Posted on 12/28/2006 5:37:50 AM PST by TexKat
BAGHDADSaddam Hussein urged Iraqis to embrace "brotherly coexistence" and not to hate U.S.-led foreign troops in a goodbye letter posted on a website yesterday, a day after Iraq's highest court upheld his death sentence and ordered him hanged within 30 days.
A top Iraqi government official, meanwhile, said Saddam's execution could proceed without the approval of Iraq's president, meaning there were no more legal obstacles to sending Saddam to the gallows.

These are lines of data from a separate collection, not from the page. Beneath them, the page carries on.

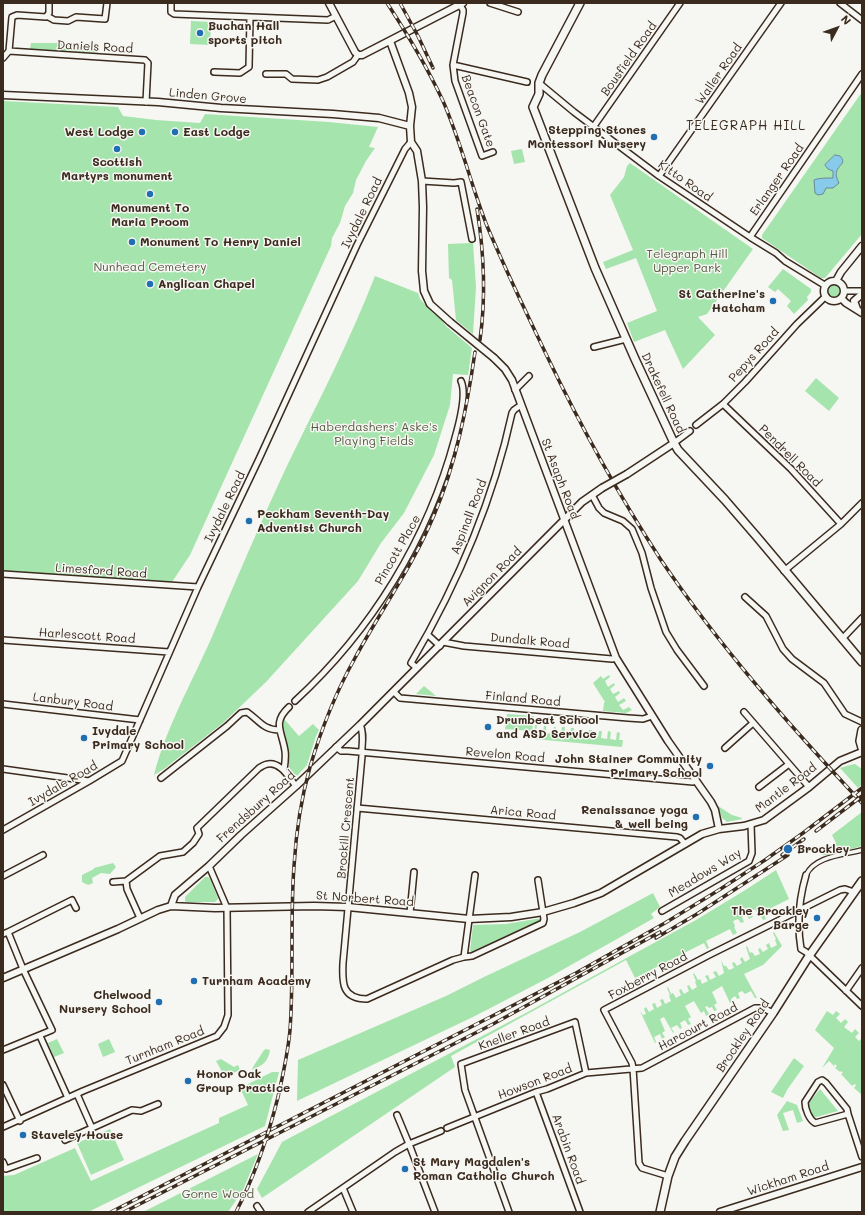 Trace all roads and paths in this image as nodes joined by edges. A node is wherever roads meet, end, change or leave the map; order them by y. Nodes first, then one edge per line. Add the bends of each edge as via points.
1 (49, 3) edge
2 (107, 3) edge
3 (171, 3) edge
4 (329, 3) edge
5 (490, 3) edge
6 (580, 3) edge
7 (680, 3) edge
8 (781, 3) edge
9 (840, 3) edge
10 (459, 4) edge
11 (500, 4) edge
12 (518, 12) dead end
13 (47, 16) junction
14 (336, 16) junction
15 (250, 17) junction
16 (862, 20) edge
17 (390, 41) junction
18 (9, 51) junction
19 (358, 55) junction
20 (3, 58) edge
21 (453, 65) junction
22 (214, 72) dead end
23 (266, 74) dead end
24 (862, 74) edge
25 (527, 82) dead end
26 (539, 83) junction
27 (3, 94) edge
28 (146, 102) junction
29 (410, 126) junction
30 (594, 126) junction
31 (411, 142) junction
32 (493, 152) dead end
33 (659, 176) junction
34 (422, 181) junction
35 (750, 237) junction
36 (472, 239) dead end
37 (862, 246) edge
38 (836, 281) junction
39 (826, 286) junction
40 (844, 291) junction
41 (862, 292) edge
42 (826, 296) junction
43 (841, 298) junction
44 (860, 311) edge
45 (626, 339) junction
46 (594, 347) dead end
47 (529, 376) dead end
48 (460, 381) dead end
49 (515, 390) junction
50 (723, 404) junction
51 (521, 405) junction
52 (696, 426) dead end
53 (690, 431) dead end
54 (674, 443) junction
55 (592, 494) junction
56 (862, 503) edge
57 (564, 520) junction
58 (841, 524) junction
59 (784, 571) junction
60 (3, 574) edge
61 (198, 588) junction
62 (745, 597) dead end
63 (862, 618) edge
64 (428, 636) junction
65 (842, 639) junction
66 (3, 640) edge
67 (442, 644) junction
68 (169, 652) junction
69 (616, 658) junction
70 (862, 662) edge
71 (417, 668) junction
72 (704, 686) dead end
73 (394, 692) junction
74 (295, 701) dead end
75 (3, 704) edge
76 (289, 707) dead end
77 (744, 712) dead end
78 (652, 716) junction
79 (140, 720) junction
80 (862, 722) edge
81 (754, 723) junction
82 (360, 725) junction
83 (280, 730) junction
84 (862, 730) edge
85 (336, 747) junction
86 (725, 748) dead end
87 (862, 748) edge
88 (362, 752) junction
89 (862, 752) edge
90 (789, 764) junction
91 (3, 769) edge
92 (284, 770) junction
93 (161, 778) dead end
94 (696, 779) junction
95 (89, 781) junction
96 (296, 786) junction
97 (809, 787) junction
98 (760, 788) dead end
99 (357, 808) junction
100 (751, 824) junction
101 (719, 829) junction
102 (3, 830) edge
103 (685, 844) junction
104 (862, 850) edge
105 (43, 855) dead end
106 (209, 866) junction
107 (414, 872) dead end
108 (475, 875) dead end
109 (806, 875) joint
110 (3, 876) edge
111 (538, 880) dead end
112 (126, 881) junction
113 (862, 881) edge
114 (112, 882) dead end
115 (854, 892) junction
116 (171, 906) junction
117 (348, 907) junction
118 (76, 908) dead end
119 (227, 908) junction
120 (800, 910) junction
121 (662, 911) dead end
122 (543, 912) junction
123 (410, 913) junction
124 (140, 918) junction
125 (469, 919) junction
126 (5, 933) edge
127 (809, 956) junction
128 (464, 957) junction
129 (862, 968) edge
130 (23, 969) junction
131 (3, 978) edge
132 (846, 991) junction
133 (862, 1006) edge
134 (773, 1013) junction
135 (40, 1036) junction
136 (3, 1050) edge
137 (633, 1068) junction
138 (586, 1072) junction
139 (3, 1085) edge
140 (536, 1092) junction
141 (77, 1094) junction
142 (68, 1098) junction
143 (158, 1104) dead end
144 (848, 1114) junction
145 (396, 1115) dead end
146 (474, 1117) junction
147 (20, 1121) junction
148 (3, 1127) edge
149 (92, 1128) junction
150 (446, 1128) dead end
151 (440, 1131) dead end
152 (65, 1140) dead end
153 (409, 1144) junction
154 (862, 1157) edge
155 (37, 1158) dead end
156 (3, 1162) edge
157 (862, 1167) edge
158 (668, 1176) junction
159 (343, 1188) junction
160 (258, 1206) dead end
161 (261, 1212) edge
162 (308, 1212) edge
163 (353, 1212) edge
164 (435, 1212) edge
165 (509, 1212) edge
166 (580, 1212) edge
167 (660, 1212) edge
168 (720, 1212) edge

1 - 13 street
2 - 13 street via 105,19 76,17 68,22
3 - 15 street via 171,12 174,14
4 - 14 street
5 - 11 street
6 - 26 main road, Drakefell Road
7 - 30 street, Bousfield Road
8 - 33 street, Waller Road
9 - 16 street
10 - 17 street
10 - 21 street via 463,13
11 - 12 street
13 - 18 street via 13,16
14 - 15 street via 328,20
14 - 19 street
15 - 22 street via 249,67 240,73
17 - 19 street
17 - 29 street, St Asaph Road via 409,93 412,107
18 - 20 street
18 - 28 street, Daniels Road via 145,60 148,63
19 - 23 street via 353,62 327,79 292,79 286,74
21 - 25 street
21 - 32 street, Beacon Gate via 455,81 482,156
24 - 35 street, Erlanger Road
26 - 30 street, Kitto Road
26 - 45 main road, Drakefell Road via 539,94 534,110 595,268
27 - 28 street, Linden Grove
28 - 29 street, Linden Grove via 379,118
29 - 31 street, St Asaph Road
30 - 33 street, Kitto Road
31 - 34 street, St Asaph Road via 417,151
31 - 61 street, Ivydale Road via 405,149 357,245
33 - 35 street, Kitto Road
34 - 36 street via 460,182
34 - 49 street, St Asaph Road, bridge via 424,291 430,304 508,372
35 - 39 street, Kitto Road
37 - 38 street
38 - 39 street
38 - 40 street
39 - 42 street
40 - 41 street
40 - 43 street
41 - 44 street via 854,301
42 - 43 street via 832,301
42 - 50 street, Pepys Road
43 - 44 street
45 - 46 street
45 - 54 main road, Drakefell Road
47 - 49 street
48 - 74 street, Pincott Place via 463,388 461,410 449,461 415,544 400,572 360,630 343,652
49 - 51 street, St Asaph Road
50 - 52 street, Pepys Road
50 - 58 street, Pendrell Road via 791,469
51 - 57 street, St Asaph Road
51 - 64 street, Aspinall Road via 512,413 499,465 479,525
53 - 54 street
54 - 55 street, Avignon Road, bridge
54 - 59 main road, Drakefell Road
55 - 57 street, Avignon Road
55 - 72 street via 604,513 623,521 632,529 666,632
56 - 58 street
57 - 67 street, Avignon Road
57 - 69 street, St Asaph Road
58 - 59 street
59 - 65 main road, Drakefell Road
60 - 61 street, Limesford Road
61 - 68 street, Ivydale Road
62 - 80 street via 766,616 787,654 824,683 845,714
63 - 65 street
64 - 67 street
64 - 71 street, Aspinall Road via 412,663
65 - 70 main road, Drakefell Road
66 - 68 street, Harlescott Road
67 - 69 street, Dundalk Road
67 - 71 street, Avignon Road
68 - 79 street, Ivydale Road
69 - 78 street, St Asaph Road
71 - 73 street, Avignon Road
73 - 78 street, Finland Road via 400,698 628,718 643,719
73 - 82 street, Avignon Road
75 - 79 street, Lanbury Road
76 - 83 street via 280,717
77 - 81 street
78 - 94 street, St Asaph Road
79 - 95 street, Ivydale Road via 122,761
81 - 86 street
81 - 90 street
82 - 85 street, Frendsbury Road
82 - 88 street via 363,731
83 - 92 street via 286,759
83 - 93 street via 265,728 247,712 241,713
84 - 87 main road
85 - 88 street, Revelon Road via 341,751
85 - 96 street, Frendsbury Road
88 - 94 street, Revelon Road via 693,782
88 - 99 street, Brockill Crescent
89 - 97 street, Mantle Road via 840,761
90 - 97 street
90 - 98 street
91 - 95 street
92 - 96 street
92 - 112 street via 268,764 259,768 197,828 196,839 182,852 160,856
94 - 101 street, St Asaph Road via 715,810
95 - 102 street, Ivydale Road
96 - 106 street, Frendsbury Road
97 - 100 street, Mantle Road via 764,820
99 - 103 street, Arica Road via 676,837
99 - 117 street, Brockill Crescent
100 - 101 street, Mantle Road
100 - 121 street, Meadows Way via 752,852 749,861
101 - 103 street, St Norbert Road via 702,834
103 - 122 street, St Norbert Road via 601,893
104 - 109 street via 823,860 815,864
105 - 110 street
106 - 116 street, Frendsbury Road via 175,895
106 - 119 street, Turnham Road
107 - 123 street
108 - 125 street
109 - 120 street
111 - 122 street
112 - 114 street
112 - 124 street via 127,890
113 - 115 main road, Brockley Road
115 - 120 street, Foxberry Road via 840,890
115 - 127 main road, Brockley Road
116 - 119 street, St Norbert Road
116 - 124 street, St Norbert Road
117 - 119 street, St Norbert Road
117 - 123 street, St Norbert Road
117 - 128 street, Brockill Crescent via 342,979 346,991 355,998 373,998
118 - 126 street via 72,900
119 - 141 street, Turnham Road via 228,1015 224,1027 217,1036
120 - 127 street via 801,946
120 - 137 street, Foxberry Road via 604,1010
122 - 125 street, St Norbert Road
122 - 128 street, Brockill Crescent via 544,919 540,925 472,956
123 - 125 street, St Norbert Road
124 - 130 street, St Norbert Road
125 - 128 street
126 - 130 street
127 - 132 street
127 - 134 main road, Brockley Road
129 - 132 street
130 - 131 street, St Norbert Road
130 - 135 street via 52,1030
132 - 133 street
134 - 137 street, Harcourt Road via 763,1008 755,1008 642,1068
134 - 158 main road, Brockley Road via 692,1129 675,1157
135 - 136 street
135 - 142 street
137 - 138 street, Howson Road
137 - 158 street, Foxberry Road via 639,1163 642,1168
138 - 140 street, Howson Road
138 - 146 street, Kneller Road via 576,1022 461,1064 465,1090
139 - 147 street
140 - 146 street, Howson Road
140 - 166 street, Arabin Road
141 - 142 street, Turnham Road
141 - 149 street
142 - 147 street, Turnham Road
143 - 149 street via 141,1110 132,1110
144 - 144 street via 815,1123 811,1120 805,1102 822,1080 844,1104
144 - 154 street
145 - 153 street
146 - 150 street, Howson Road
146 - 165 street
147 - 148 street, Turnham Road
149 - 152 street
151 - 153 street
153 - 159 street
153 - 164 street
155 - 156 street via 6,1169
157 - 168 street, Wickham Road
158 - 167 main road, Brockley Road
159 - 162 street
159 - 163 street
160 - 161 street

One of Saddam's lawyers, Issam Ghazzawi, said the former dictator wrote the letter Nov. 5 the day he was convicted by an Iraqi tribunal for ordering the 1982 killings of 148 Shiite Muslims in Dujail.
"I call on you not to hate because hate does not leave space for a person to be fair and it makes you blind and closes all doors of thinking," said the letter, which was written in Arabic.
"I also call on you not to hate the people of the other countries that attacked us," it added, referring to the invasion that toppled his regime nearly four years ago.
Against the backdrop of sectarian killings that have dragged Sunni Arabs and Shiite Muslims into civil warfare over the past year, Saddam urged his countrymen to "remember that God has enabled you to become an example of love, forgiveness and brotherly coexistence."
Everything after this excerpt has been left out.